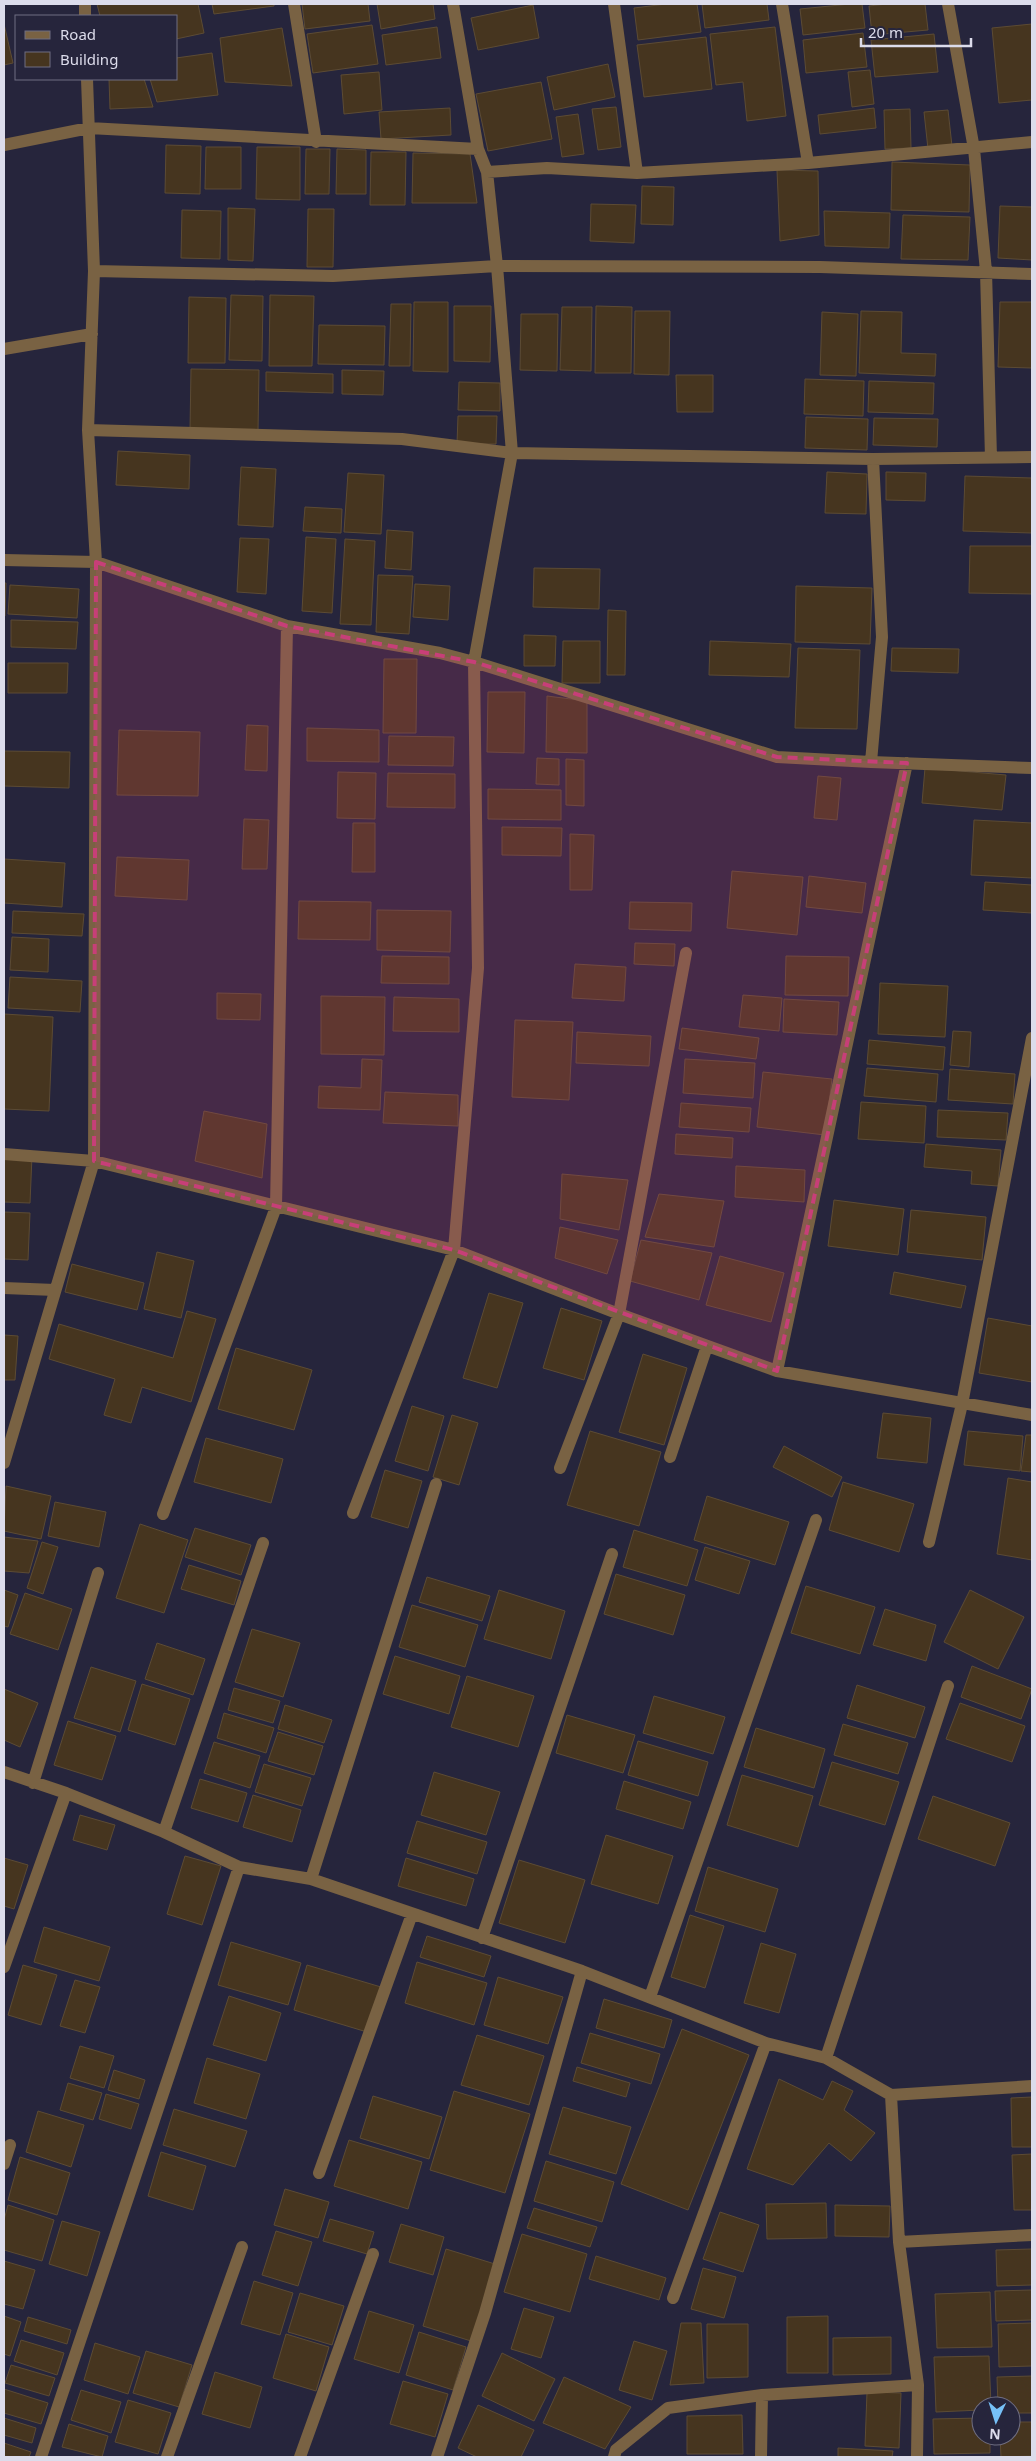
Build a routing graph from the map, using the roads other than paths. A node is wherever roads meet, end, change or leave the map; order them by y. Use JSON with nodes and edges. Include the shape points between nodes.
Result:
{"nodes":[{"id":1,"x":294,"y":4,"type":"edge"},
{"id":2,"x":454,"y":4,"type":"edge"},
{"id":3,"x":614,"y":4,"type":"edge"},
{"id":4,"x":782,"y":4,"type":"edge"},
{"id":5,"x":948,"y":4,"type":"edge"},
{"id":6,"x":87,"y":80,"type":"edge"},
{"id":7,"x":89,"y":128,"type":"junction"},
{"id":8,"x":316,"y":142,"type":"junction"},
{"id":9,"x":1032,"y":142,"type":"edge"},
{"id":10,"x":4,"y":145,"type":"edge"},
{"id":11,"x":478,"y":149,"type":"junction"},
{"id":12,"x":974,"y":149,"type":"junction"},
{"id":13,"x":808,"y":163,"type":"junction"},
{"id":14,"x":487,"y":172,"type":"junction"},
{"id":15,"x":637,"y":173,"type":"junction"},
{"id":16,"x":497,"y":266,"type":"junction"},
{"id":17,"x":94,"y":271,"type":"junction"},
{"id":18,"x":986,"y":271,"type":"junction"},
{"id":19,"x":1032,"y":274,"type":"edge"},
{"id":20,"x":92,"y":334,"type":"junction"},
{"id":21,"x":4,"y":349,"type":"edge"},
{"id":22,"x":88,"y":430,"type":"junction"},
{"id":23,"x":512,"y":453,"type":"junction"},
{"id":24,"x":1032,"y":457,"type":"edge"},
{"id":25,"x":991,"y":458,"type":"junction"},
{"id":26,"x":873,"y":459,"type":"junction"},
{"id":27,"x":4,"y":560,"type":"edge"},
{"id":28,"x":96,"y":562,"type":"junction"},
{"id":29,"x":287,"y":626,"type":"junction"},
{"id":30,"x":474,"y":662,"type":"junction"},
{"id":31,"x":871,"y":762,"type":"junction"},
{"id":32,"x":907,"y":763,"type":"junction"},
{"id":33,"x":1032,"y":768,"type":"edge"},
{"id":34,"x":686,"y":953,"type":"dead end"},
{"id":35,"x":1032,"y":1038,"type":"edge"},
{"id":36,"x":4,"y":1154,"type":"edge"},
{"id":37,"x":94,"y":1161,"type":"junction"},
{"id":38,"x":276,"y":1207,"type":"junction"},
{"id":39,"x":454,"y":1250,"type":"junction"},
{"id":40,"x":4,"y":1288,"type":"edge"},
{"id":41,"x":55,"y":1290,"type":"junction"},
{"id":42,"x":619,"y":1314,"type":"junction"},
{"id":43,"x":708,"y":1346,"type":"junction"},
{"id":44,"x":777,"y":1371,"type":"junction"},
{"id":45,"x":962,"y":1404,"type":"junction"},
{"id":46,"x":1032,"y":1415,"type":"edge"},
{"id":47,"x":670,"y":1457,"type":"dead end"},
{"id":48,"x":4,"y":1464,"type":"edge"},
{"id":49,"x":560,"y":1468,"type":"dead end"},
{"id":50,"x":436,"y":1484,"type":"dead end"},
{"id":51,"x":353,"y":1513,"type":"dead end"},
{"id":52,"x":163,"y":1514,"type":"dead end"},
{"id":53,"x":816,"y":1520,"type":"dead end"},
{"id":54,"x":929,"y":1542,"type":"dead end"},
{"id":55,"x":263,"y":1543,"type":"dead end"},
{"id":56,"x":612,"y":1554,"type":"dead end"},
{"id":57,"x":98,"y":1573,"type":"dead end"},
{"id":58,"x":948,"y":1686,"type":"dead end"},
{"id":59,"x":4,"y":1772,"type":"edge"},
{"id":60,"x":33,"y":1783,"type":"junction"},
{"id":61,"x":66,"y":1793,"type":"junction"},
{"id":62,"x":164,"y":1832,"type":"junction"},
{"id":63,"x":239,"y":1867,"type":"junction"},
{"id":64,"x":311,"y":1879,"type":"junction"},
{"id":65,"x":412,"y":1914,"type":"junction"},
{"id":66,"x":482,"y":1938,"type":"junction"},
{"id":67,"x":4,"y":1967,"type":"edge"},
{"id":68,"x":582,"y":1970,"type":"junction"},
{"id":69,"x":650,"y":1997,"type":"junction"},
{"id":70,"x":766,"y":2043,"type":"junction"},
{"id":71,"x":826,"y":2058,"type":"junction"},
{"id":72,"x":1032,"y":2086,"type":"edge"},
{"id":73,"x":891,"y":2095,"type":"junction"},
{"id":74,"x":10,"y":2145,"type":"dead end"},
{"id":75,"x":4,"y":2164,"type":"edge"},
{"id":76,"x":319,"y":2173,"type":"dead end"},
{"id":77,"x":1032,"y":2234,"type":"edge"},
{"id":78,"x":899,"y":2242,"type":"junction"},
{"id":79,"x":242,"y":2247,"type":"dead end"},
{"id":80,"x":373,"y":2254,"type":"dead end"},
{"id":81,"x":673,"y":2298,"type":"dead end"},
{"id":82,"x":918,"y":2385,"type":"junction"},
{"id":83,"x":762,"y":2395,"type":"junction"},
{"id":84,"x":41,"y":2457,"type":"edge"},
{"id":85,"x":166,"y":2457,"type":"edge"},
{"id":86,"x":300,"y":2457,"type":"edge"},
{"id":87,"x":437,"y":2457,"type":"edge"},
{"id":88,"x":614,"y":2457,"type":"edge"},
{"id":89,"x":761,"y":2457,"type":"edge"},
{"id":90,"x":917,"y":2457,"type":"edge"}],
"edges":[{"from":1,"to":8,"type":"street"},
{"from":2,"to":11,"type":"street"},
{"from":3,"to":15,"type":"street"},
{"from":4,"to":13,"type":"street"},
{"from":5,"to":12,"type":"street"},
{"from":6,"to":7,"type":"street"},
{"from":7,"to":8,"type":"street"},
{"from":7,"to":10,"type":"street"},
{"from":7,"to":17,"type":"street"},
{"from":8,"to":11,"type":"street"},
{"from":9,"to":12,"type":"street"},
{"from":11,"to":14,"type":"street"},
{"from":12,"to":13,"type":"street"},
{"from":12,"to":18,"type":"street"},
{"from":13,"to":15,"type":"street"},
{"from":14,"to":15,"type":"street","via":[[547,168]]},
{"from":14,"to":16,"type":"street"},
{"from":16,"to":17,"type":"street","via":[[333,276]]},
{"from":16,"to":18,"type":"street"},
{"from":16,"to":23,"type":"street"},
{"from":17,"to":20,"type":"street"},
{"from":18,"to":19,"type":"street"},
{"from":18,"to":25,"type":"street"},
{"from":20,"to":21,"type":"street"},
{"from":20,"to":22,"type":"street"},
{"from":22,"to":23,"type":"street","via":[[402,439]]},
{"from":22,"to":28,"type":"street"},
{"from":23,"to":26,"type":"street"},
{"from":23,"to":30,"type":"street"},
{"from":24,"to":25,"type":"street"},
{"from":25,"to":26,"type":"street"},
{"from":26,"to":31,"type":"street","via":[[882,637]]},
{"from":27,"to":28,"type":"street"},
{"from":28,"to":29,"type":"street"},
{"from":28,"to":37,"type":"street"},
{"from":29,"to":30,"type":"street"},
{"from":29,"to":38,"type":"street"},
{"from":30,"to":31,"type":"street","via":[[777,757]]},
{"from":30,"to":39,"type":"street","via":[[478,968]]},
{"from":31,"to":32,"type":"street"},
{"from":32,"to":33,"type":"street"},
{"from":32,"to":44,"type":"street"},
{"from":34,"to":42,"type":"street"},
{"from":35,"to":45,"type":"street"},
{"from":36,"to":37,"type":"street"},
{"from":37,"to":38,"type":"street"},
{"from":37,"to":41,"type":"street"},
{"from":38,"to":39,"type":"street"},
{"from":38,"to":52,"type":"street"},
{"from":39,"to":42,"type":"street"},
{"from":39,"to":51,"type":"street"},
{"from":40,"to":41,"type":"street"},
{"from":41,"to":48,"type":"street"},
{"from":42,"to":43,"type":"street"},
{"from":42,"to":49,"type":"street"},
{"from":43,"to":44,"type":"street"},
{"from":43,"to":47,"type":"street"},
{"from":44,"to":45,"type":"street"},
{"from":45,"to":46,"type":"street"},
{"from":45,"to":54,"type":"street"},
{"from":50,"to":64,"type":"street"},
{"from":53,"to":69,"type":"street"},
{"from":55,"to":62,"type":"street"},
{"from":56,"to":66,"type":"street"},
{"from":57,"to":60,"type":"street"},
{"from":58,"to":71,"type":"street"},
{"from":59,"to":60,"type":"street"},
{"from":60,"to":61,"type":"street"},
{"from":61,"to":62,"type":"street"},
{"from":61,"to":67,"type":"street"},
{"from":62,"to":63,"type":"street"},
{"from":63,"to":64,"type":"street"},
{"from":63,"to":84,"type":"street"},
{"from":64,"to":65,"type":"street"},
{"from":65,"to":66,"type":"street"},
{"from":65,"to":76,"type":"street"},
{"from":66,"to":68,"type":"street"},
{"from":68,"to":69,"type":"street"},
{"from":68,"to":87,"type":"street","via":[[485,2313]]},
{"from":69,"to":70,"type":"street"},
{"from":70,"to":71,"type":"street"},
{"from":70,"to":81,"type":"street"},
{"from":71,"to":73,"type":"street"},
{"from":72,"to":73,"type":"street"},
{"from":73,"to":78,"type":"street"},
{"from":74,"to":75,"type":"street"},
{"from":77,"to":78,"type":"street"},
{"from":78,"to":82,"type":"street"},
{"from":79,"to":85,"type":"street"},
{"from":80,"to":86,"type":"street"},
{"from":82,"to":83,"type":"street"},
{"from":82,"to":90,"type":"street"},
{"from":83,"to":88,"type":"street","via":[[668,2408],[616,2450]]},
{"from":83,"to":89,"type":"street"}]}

• • • • •

▸ **Directions for this task**: What is the number of lines above that hold the string "nodes"? Answer with that number alone.

▸ **Task result**: 2